Assignment: In the lines below, find the one that contains "middle mcp: (400, 322)" and write it out exactly, along with every line that follows it.

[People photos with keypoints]
◆ ◆ ◆ ◆ ◆

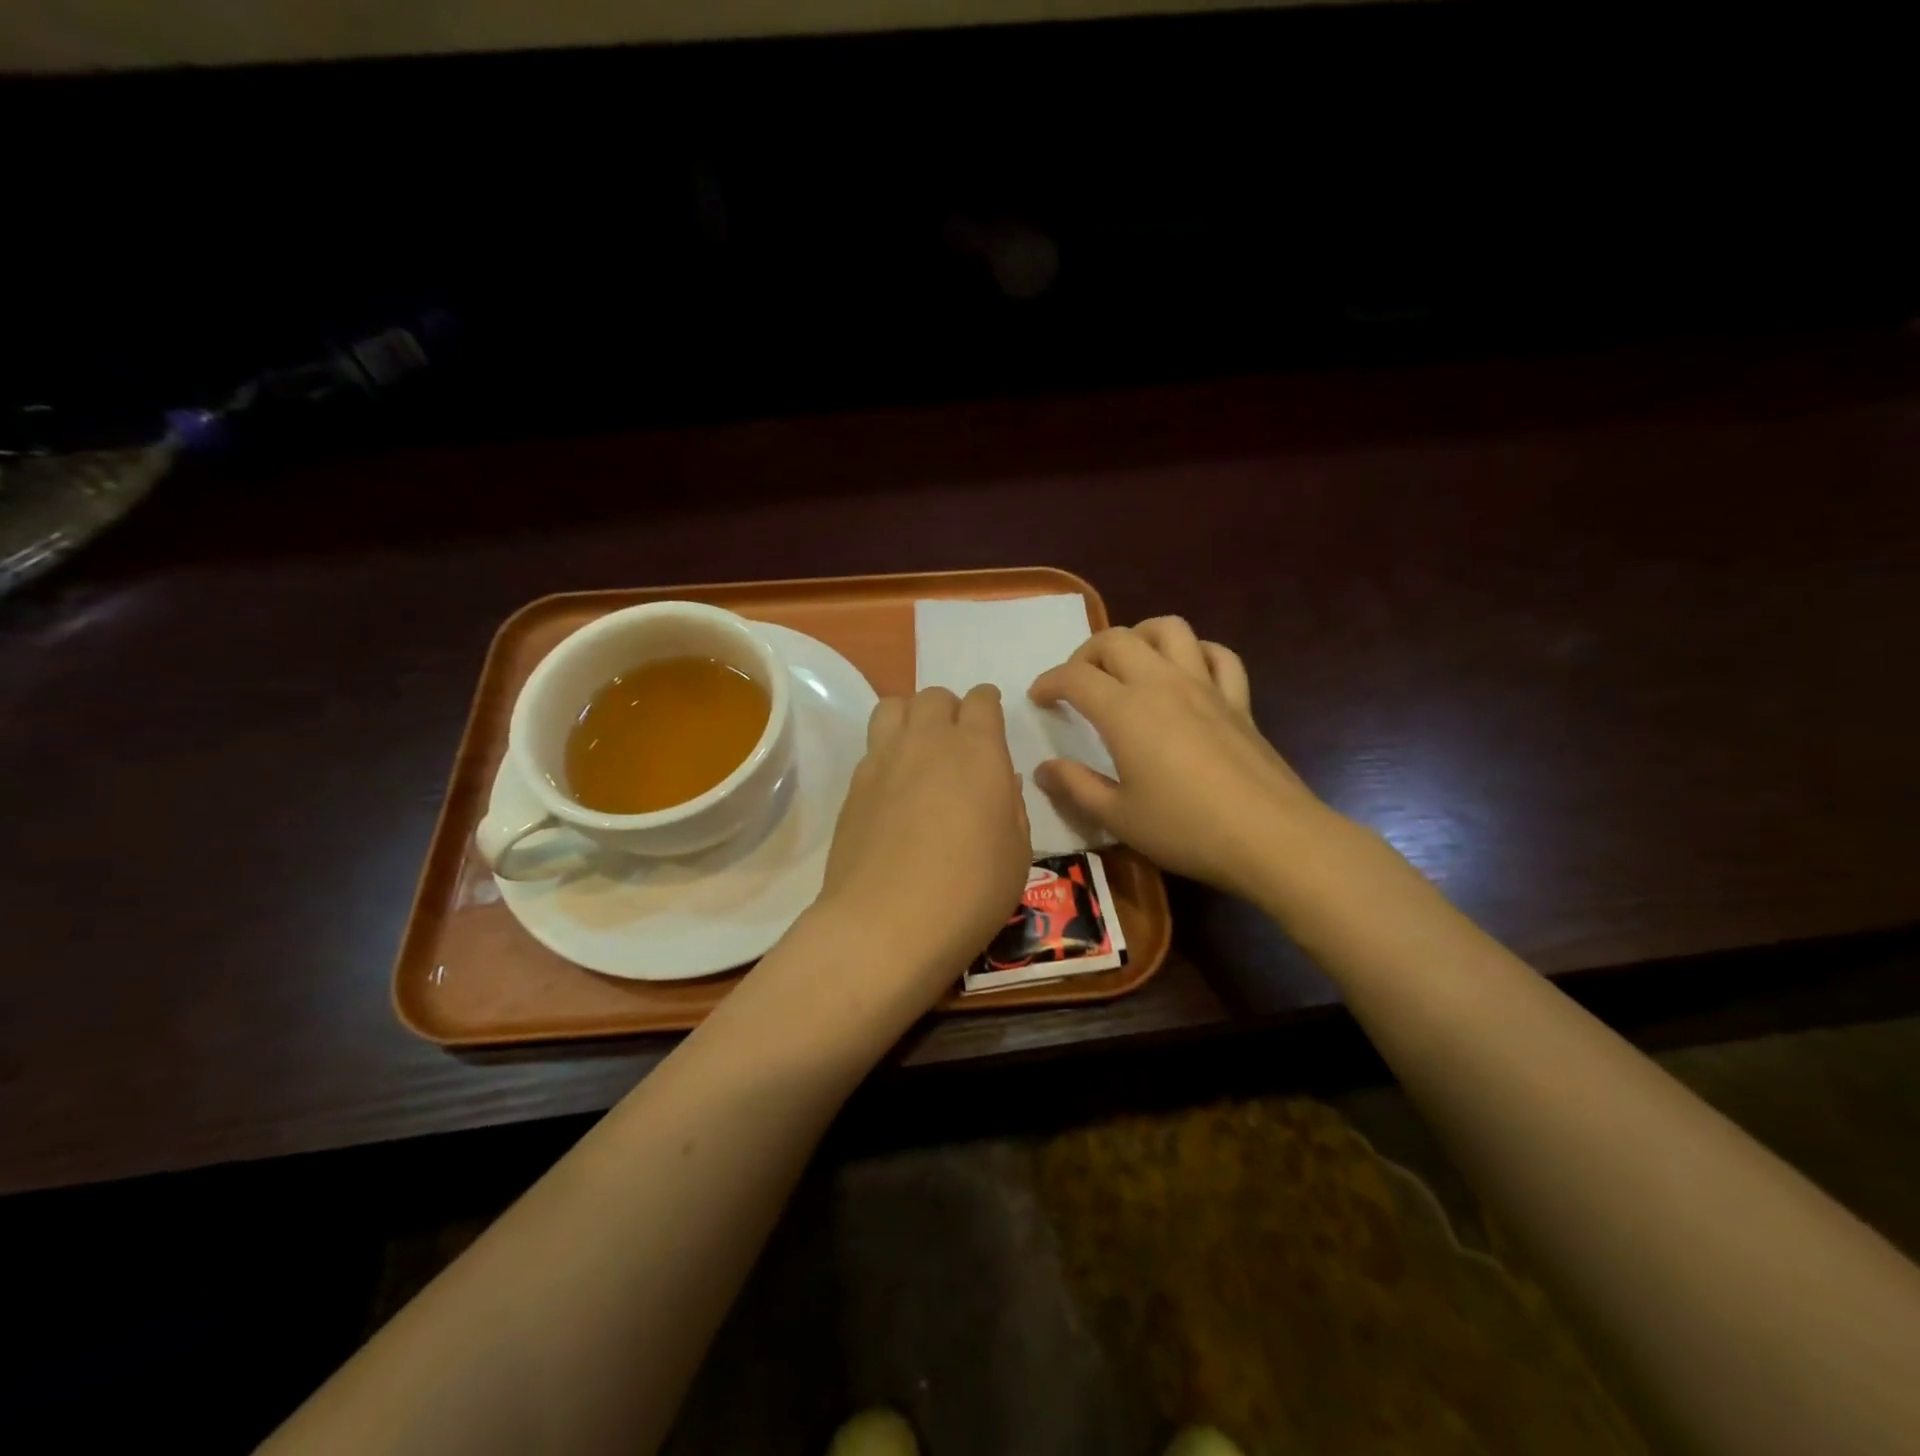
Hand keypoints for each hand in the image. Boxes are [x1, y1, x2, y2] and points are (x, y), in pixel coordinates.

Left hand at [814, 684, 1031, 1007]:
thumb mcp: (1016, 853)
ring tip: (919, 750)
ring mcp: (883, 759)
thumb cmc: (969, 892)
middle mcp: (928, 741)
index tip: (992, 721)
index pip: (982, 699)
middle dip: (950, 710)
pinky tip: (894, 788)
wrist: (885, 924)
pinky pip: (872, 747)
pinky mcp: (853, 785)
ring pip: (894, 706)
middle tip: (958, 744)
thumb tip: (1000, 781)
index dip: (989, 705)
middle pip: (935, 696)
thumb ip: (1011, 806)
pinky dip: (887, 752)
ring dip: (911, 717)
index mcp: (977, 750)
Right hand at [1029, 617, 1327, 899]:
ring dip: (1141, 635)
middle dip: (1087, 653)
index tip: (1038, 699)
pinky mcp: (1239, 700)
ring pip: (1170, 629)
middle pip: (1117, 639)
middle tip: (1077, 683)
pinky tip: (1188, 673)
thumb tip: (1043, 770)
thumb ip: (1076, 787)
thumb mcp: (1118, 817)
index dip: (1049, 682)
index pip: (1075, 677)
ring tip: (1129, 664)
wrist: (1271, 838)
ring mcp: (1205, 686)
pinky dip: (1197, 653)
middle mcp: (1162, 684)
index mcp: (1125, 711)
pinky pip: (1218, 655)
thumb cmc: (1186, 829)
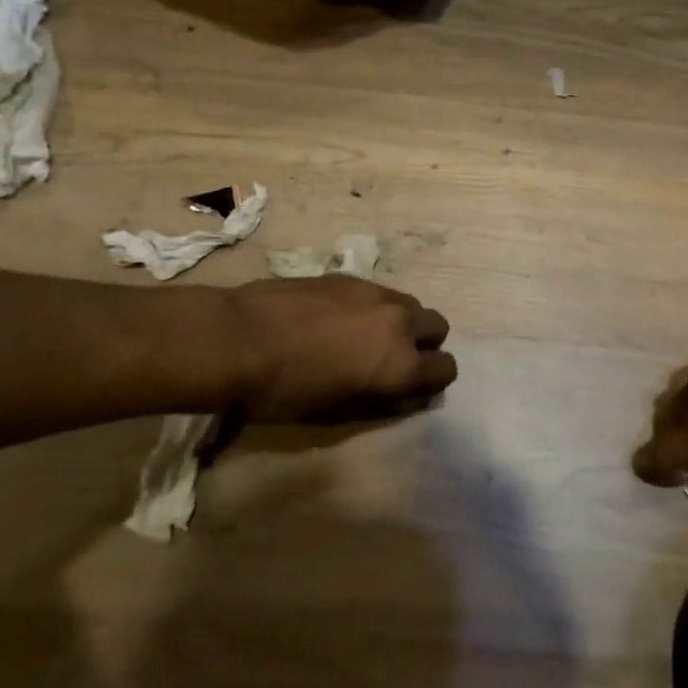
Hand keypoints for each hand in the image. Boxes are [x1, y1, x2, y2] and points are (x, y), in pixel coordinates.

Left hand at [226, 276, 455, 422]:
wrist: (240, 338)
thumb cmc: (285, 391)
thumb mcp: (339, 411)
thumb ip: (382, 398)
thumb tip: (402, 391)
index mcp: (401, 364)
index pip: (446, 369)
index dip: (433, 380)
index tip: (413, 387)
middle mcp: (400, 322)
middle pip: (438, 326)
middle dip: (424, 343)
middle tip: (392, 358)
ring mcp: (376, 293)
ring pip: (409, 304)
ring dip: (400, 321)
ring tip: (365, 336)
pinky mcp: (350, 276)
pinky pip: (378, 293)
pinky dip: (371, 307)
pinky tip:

◆ ◆ ◆ ◆ ◆

Written answer:
middle mcp: (400, 322)
middle pip: (438, 326)
middle dip: (424, 343)
middle tip: (392, 358)
ring mcp: (376, 293)
ring pip: (409, 304)
ring dip: (400, 321)
ring tip: (365, 336)
pinky mcp: (350, 276)
pinky pip: (378, 293)
pinky dip: (371, 307)
pinky tip:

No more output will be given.